= INSTRUCTIONS FOR THE TASK =
Your reply must consist of the data below, reproduced character for character.

= RECORD EXTRACTS =
++++++++++
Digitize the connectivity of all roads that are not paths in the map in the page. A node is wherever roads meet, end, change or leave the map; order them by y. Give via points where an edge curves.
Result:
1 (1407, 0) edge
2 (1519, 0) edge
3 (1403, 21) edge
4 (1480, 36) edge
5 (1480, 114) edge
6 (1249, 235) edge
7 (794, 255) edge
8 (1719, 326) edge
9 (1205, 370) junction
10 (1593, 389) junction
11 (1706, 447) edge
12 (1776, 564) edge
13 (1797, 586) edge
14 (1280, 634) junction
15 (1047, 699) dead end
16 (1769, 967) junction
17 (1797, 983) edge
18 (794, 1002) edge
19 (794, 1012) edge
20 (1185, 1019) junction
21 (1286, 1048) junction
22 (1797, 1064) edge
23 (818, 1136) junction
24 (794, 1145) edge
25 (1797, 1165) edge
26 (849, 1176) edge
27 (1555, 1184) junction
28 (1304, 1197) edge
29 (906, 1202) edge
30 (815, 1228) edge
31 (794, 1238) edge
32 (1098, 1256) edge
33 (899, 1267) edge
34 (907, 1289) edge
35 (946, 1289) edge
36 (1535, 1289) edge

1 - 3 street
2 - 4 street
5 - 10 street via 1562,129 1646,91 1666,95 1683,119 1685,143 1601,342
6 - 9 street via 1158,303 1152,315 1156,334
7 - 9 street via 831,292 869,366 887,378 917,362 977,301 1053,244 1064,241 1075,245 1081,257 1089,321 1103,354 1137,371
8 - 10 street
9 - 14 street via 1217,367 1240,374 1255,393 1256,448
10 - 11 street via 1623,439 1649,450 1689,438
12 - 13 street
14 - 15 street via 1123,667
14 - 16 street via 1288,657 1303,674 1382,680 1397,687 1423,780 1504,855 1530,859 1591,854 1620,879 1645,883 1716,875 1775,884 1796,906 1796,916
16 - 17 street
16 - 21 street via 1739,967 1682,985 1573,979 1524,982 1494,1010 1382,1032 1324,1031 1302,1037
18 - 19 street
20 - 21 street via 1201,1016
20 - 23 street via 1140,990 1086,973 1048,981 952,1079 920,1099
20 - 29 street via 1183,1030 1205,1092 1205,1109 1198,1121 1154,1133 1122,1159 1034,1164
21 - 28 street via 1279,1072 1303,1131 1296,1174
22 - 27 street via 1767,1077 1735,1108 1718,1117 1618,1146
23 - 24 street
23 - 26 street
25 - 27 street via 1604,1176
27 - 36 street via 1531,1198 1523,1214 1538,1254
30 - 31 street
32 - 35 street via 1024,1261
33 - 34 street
++++++++++
= EXERCISE RESPONSE =
Digitize the connectivity of all roads that are not paths in the map in the page. A node is wherever roads meet, end, change or leave the map; order them by y. Give via points where an edge curves.
Result:
1 (1407, 0) edge
2 (1519, 0) edge
3 (1403, 21) edge
4 (1480, 36) edge
5 (1480, 114) edge
6 (1249, 235) edge
7 (794, 255) edge
8 (1719, 326) edge
9 (1205, 370) junction
10 (1593, 389) junction
11 (1706, 447) edge
12 (1776, 564) edge
13 (1797, 586) edge
14 (1280, 634) junction
15 (1047, 699) dead end
16 (1769, 967) junction
17 (1797, 983) edge
18 (794, 1002) edge
19 (794, 1012) edge
20 (1185, 1019) junction
21 (1286, 1048) junction
22 (1797, 1064) edge
23 (818, 1136) junction
24 (794, 1145) edge
25 (1797, 1165) edge
26 (849, 1176) edge
27 (1555, 1184) junction
28 (1304, 1197) edge
29 (906, 1202) edge
30 (815, 1228) edge
31 (794, 1238) edge
32 (1098, 1256) edge
33 (899, 1267) edge
34 (907, 1289) edge
35 (946, 1289) edge
36 (1535, 1289) edge

1 - 3 street
2 - 4 street
5 - 10 street via 1562,129 1646,91 1666,95 1683,119 1685,143 1601,342
6 - 9 street via 1158,303 1152,315 1156,334
7 - 9 street via 831,292 869,366 887,378 917,362 977,301 1053,244 1064,241 1075,245 1081,257 1089,321 1103,354 1137,371
8 - 10 street
9 - 14 street via 1217,367 1240,374 1255,393 1256,448
10 - 11 street via 1623,439 1649,450 1689,438
12 - 13 street
14 - 15 street via 1123,667
14 - 16 street via 1288,657 1303,674 1382,680 1397,687 1423,780 1504,855 1530,859 1591,854 1620,879 1645,883 1716,875 1775,884 1796,906 1796,916
16 - 17 street
16 - 21 street via 1739,967 1682,985 1573,979 1524,982 1494,1010 1382,1032 1324,1031 1302,1037
18 - 19 street
20 - 21 street via 1201,1016
20 - 23 street via 1140,990 1086,973 1048,981 952,1079 920,1099
20 - 29 street via 1183,1030 1205,1092 1205,1109 1198,1121 1154,1133 1122,1159 1034,1164
21 - 28 street via 1279,1072 1303,1131 1296,1174
22 - 27 street via 1767,1077 1735,1108 1718,1117 1618,1146
23 - 24 street
23 - 26 street
25 - 27 street via 1604,1176
27 - 36 street via 1531,1198 1523,1214 1538,1254
30 - 31 street
32 - 35 street via 1024,1261
33 - 34 street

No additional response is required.